WHAT IS NEEDED - Some lines in the listing hold the word "Drive". Return each of them.

PROVIDED ENTRIES -
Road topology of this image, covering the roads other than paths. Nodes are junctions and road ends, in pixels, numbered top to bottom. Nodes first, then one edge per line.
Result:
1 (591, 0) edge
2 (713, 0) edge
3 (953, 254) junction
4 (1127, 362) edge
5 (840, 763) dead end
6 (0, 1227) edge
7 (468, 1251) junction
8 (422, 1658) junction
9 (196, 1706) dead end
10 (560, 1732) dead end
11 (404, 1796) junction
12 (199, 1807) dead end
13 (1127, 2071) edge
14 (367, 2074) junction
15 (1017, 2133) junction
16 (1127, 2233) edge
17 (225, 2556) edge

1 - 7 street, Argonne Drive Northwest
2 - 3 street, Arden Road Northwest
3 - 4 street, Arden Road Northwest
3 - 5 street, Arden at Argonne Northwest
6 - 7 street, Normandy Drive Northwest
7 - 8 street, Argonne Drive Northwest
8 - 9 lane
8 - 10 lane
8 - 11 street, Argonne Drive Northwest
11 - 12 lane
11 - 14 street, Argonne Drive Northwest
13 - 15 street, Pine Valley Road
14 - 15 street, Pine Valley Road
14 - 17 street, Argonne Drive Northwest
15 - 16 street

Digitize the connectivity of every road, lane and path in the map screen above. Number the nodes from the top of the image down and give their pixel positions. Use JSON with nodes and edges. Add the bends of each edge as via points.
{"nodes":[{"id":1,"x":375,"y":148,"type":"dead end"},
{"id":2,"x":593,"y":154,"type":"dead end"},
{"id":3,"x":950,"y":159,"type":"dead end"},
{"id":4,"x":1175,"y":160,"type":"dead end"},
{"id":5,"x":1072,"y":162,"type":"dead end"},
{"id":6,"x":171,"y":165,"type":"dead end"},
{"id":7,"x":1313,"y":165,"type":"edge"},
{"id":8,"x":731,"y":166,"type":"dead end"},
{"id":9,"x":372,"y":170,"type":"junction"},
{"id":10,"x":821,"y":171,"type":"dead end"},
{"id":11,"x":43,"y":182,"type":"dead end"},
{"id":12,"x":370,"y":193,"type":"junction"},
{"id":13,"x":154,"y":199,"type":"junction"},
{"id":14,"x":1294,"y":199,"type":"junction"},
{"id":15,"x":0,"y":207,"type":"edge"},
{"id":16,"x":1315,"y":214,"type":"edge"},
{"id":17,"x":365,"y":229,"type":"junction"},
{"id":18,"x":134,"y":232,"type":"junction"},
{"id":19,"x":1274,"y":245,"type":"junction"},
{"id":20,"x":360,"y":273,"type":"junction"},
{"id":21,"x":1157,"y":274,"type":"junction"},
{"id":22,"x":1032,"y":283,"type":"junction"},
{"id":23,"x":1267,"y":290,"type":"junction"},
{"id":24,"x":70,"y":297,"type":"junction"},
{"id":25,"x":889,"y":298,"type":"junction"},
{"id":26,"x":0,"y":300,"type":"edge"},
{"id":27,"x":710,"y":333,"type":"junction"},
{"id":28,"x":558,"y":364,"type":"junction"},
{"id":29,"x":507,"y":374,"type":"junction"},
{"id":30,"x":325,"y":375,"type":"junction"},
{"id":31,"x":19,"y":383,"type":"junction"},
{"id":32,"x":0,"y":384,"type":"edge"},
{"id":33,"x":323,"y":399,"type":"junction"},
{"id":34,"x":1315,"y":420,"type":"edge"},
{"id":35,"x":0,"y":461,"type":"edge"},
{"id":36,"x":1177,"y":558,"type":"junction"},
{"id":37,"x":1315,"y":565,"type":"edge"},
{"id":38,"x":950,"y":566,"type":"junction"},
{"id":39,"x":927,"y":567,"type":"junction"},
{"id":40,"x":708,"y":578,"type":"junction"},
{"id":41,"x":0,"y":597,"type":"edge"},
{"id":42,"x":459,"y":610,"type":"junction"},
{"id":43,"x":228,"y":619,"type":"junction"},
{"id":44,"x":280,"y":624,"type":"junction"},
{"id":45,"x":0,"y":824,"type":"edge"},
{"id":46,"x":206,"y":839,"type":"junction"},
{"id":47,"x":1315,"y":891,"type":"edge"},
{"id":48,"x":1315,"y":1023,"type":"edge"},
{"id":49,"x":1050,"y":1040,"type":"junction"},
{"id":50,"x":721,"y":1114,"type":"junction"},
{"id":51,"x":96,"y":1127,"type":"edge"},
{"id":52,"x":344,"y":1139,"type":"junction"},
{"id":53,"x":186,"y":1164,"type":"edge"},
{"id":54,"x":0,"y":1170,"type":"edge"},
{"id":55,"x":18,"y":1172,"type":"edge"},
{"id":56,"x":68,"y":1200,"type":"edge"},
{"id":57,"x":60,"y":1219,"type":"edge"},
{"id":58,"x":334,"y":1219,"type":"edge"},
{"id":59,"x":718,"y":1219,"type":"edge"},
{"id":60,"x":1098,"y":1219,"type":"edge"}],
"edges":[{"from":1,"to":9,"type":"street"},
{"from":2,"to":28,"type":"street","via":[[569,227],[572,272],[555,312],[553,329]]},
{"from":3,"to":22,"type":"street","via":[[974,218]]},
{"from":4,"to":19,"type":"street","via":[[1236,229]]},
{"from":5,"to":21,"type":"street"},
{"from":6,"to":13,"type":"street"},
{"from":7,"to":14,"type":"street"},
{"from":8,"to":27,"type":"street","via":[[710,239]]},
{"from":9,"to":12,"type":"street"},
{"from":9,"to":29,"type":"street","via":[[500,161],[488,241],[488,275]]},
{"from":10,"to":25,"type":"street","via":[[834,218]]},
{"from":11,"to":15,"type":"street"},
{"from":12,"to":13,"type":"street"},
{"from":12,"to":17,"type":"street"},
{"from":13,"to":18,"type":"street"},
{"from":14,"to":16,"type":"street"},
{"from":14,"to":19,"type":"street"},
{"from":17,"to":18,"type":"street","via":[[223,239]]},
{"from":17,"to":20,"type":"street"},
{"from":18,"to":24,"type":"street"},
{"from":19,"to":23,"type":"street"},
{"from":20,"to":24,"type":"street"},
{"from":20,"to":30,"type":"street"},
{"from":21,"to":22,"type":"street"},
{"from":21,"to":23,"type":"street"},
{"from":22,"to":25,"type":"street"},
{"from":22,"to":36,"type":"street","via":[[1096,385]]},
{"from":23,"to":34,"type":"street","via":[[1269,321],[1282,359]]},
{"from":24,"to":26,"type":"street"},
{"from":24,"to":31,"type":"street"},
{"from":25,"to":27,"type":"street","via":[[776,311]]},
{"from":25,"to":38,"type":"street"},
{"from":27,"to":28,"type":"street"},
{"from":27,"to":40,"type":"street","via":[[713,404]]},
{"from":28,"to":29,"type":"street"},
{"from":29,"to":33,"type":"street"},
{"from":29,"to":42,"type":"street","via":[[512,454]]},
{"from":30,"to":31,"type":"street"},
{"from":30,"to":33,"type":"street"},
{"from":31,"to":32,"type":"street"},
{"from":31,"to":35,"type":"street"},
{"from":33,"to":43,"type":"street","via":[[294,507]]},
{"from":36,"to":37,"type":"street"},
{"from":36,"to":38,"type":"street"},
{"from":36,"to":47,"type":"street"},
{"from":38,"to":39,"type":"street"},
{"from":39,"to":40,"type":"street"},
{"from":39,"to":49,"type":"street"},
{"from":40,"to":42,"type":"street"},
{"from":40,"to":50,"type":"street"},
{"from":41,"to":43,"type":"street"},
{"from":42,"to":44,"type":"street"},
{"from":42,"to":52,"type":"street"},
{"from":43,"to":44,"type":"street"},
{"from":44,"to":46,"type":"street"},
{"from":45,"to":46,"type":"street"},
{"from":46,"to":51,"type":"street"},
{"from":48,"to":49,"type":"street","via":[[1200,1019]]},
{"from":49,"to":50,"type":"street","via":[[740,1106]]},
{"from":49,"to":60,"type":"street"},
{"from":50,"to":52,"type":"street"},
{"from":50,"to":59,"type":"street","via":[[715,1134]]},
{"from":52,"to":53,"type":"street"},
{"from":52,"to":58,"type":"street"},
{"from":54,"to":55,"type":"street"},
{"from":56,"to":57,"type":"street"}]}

TASK RESULT -
1 - 7 street, Argonne Drive Northwest
6 - 7 street, Normandy Drive Northwest
7 - 8 street, Argonne Drive Northwest
8 - 11 street, Argonne Drive Northwest
11 - 14 street, Argonne Drive Northwest
14 - 17 street, Argonne Drive Northwest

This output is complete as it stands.